This has been a tough few days. Politics have me down. The shootings have me down. We had out own shooting scare here in Lansing the other night. We were out in the middle of it, not knowing what was truth and what was real. For real, a couple of domestic type of shootings happened. The next day some false alarms were revealed and everyone armchair quarterbacked us and people we know about buying into the hype and hysteria. Strangers and friends attacked me and my feelings about the situation and any opinions I shared about how I feel about guns. I'm sure you reading this have your own opinion and that is fine. I'm not here to ever debate or change your mind. I get loud online and have to backtrack, because I have friends that sit on all sides of issues. I’ve lost friends this year over everything going on. Everything isn’t pretty. It really has taken the wind out of my sails. I’ve been down and angry. Perhaps we all are...

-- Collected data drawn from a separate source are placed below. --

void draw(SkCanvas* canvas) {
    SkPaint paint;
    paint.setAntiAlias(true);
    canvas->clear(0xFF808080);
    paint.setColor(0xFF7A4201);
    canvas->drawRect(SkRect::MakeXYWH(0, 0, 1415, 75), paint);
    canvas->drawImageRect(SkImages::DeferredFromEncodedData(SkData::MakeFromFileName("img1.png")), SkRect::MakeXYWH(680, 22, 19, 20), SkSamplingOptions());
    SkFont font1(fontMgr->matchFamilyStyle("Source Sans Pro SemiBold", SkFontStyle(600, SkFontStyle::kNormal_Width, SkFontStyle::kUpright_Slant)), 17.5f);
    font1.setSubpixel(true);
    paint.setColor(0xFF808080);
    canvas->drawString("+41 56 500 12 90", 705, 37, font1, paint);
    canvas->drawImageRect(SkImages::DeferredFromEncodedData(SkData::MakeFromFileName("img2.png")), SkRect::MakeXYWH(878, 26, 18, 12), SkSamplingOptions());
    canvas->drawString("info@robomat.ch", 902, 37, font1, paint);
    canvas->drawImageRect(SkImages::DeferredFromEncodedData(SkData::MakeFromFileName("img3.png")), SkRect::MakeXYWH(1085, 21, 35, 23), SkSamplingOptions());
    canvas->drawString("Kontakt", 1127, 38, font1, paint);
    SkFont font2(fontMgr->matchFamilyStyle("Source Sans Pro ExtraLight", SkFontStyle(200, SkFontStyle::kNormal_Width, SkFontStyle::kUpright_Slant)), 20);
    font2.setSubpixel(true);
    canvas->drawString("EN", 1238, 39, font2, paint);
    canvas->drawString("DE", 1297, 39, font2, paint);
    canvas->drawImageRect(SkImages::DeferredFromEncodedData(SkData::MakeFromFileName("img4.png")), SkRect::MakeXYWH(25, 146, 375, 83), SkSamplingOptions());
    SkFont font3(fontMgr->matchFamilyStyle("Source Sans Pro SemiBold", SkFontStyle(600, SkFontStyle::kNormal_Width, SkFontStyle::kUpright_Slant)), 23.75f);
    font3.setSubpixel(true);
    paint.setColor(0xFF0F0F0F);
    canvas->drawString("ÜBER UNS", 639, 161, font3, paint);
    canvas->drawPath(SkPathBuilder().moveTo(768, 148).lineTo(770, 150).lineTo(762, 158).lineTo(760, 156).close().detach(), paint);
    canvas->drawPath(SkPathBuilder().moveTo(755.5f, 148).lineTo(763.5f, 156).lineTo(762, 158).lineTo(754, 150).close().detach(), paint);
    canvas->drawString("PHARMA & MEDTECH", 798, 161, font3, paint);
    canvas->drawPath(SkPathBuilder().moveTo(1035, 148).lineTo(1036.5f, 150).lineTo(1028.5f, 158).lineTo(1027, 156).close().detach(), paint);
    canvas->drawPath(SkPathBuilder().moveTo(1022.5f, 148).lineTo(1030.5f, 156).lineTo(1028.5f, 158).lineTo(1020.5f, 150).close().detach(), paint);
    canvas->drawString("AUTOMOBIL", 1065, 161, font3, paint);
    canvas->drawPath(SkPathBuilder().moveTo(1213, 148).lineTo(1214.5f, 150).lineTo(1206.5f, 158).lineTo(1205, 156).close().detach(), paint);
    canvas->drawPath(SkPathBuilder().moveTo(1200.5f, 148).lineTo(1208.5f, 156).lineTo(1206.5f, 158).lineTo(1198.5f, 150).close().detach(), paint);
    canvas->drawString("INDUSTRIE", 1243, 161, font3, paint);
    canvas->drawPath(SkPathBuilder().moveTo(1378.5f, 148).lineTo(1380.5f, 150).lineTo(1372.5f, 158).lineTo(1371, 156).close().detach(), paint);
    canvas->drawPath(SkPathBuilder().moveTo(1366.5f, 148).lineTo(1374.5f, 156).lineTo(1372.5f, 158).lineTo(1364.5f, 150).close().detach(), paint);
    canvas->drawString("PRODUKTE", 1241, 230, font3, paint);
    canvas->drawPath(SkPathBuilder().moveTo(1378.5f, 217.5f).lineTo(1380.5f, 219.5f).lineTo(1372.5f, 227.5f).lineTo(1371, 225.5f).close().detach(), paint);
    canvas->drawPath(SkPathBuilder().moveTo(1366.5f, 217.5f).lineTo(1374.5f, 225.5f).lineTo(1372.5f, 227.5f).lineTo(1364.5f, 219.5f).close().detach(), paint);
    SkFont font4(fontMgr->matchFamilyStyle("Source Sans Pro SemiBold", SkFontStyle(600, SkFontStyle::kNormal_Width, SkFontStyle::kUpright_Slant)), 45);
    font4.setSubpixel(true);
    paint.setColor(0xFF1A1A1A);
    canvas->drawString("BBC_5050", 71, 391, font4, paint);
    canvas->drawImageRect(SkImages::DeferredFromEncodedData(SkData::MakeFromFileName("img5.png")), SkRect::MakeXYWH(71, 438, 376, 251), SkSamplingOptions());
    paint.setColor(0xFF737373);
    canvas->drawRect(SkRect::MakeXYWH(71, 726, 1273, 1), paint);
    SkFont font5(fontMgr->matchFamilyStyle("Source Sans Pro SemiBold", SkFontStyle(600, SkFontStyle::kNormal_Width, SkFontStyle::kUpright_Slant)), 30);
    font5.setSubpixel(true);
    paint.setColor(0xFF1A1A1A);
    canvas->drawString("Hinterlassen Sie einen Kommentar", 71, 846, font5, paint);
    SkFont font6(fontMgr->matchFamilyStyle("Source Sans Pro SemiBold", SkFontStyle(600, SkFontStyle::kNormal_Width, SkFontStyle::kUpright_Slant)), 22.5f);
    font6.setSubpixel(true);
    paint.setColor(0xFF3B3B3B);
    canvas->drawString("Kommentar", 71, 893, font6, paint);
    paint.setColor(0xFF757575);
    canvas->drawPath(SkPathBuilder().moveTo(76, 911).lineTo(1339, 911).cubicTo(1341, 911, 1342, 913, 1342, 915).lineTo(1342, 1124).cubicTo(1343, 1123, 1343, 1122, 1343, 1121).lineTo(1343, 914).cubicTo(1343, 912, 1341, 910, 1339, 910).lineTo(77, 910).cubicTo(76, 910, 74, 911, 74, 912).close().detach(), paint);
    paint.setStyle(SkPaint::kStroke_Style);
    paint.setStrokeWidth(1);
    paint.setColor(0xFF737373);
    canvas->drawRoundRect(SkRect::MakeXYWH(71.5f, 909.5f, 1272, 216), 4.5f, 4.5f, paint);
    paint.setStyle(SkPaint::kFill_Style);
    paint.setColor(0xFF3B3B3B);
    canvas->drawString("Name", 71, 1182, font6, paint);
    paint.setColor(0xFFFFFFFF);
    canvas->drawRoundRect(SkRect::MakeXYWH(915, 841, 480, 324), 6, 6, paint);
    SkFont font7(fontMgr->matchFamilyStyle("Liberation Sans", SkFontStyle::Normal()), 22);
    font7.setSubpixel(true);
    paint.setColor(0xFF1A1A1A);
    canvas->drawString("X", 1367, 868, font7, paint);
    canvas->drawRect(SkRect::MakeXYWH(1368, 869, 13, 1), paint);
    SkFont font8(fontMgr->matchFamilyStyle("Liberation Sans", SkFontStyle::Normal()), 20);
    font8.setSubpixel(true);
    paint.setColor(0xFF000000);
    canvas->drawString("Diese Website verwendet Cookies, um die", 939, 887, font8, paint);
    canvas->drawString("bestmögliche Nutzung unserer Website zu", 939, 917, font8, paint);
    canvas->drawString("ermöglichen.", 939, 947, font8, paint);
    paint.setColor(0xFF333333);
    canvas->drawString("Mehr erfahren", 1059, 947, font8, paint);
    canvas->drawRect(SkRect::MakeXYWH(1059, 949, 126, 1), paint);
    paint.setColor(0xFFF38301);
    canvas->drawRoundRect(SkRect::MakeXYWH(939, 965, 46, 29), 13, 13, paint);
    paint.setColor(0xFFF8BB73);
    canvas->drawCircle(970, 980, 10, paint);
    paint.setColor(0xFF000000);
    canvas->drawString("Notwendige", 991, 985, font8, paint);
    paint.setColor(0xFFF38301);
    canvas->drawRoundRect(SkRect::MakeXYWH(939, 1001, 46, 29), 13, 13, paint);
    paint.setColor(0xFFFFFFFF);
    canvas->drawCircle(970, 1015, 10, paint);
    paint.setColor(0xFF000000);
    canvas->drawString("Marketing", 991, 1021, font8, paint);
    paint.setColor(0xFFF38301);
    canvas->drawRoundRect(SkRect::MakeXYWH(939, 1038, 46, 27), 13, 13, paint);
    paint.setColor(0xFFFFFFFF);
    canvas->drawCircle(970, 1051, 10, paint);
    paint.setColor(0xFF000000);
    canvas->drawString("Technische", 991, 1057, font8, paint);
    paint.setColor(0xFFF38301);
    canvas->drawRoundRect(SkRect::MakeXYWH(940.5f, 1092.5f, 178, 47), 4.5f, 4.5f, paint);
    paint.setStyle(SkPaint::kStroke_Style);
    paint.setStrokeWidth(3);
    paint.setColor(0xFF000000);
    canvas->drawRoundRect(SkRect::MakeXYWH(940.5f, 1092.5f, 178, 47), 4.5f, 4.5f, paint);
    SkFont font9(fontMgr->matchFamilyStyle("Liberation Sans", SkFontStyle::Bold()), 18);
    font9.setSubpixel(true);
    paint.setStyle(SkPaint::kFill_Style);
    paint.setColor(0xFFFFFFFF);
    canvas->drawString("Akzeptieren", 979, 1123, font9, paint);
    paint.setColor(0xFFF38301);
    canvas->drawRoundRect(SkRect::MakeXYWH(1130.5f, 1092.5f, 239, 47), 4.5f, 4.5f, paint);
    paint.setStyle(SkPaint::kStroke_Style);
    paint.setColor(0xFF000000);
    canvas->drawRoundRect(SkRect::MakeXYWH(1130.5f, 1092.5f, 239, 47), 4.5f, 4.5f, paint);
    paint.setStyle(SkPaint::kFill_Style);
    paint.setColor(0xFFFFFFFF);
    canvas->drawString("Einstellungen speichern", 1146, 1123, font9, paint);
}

I read this today and it helped me:
I’m trying folks. I’m trying to stop making sense of the insanity and just get through the day. I’m trying to stop focusing on the arguments that go nowhere and just keep my corner of the world happy. I’m trying not to be scared for my kids and their present and future. I’m trying to keep my head in the game of creating and keep moving. I’m finishing some major stuff right now. Commissions... and launching a new book next week. I’m trying hard to keep creating. Keep focused!
Kevin Smith is right. I gotta do it for those that can’t and to help people through who truly get what I’m doing. I know they are there waiting for me. I have to push through for them!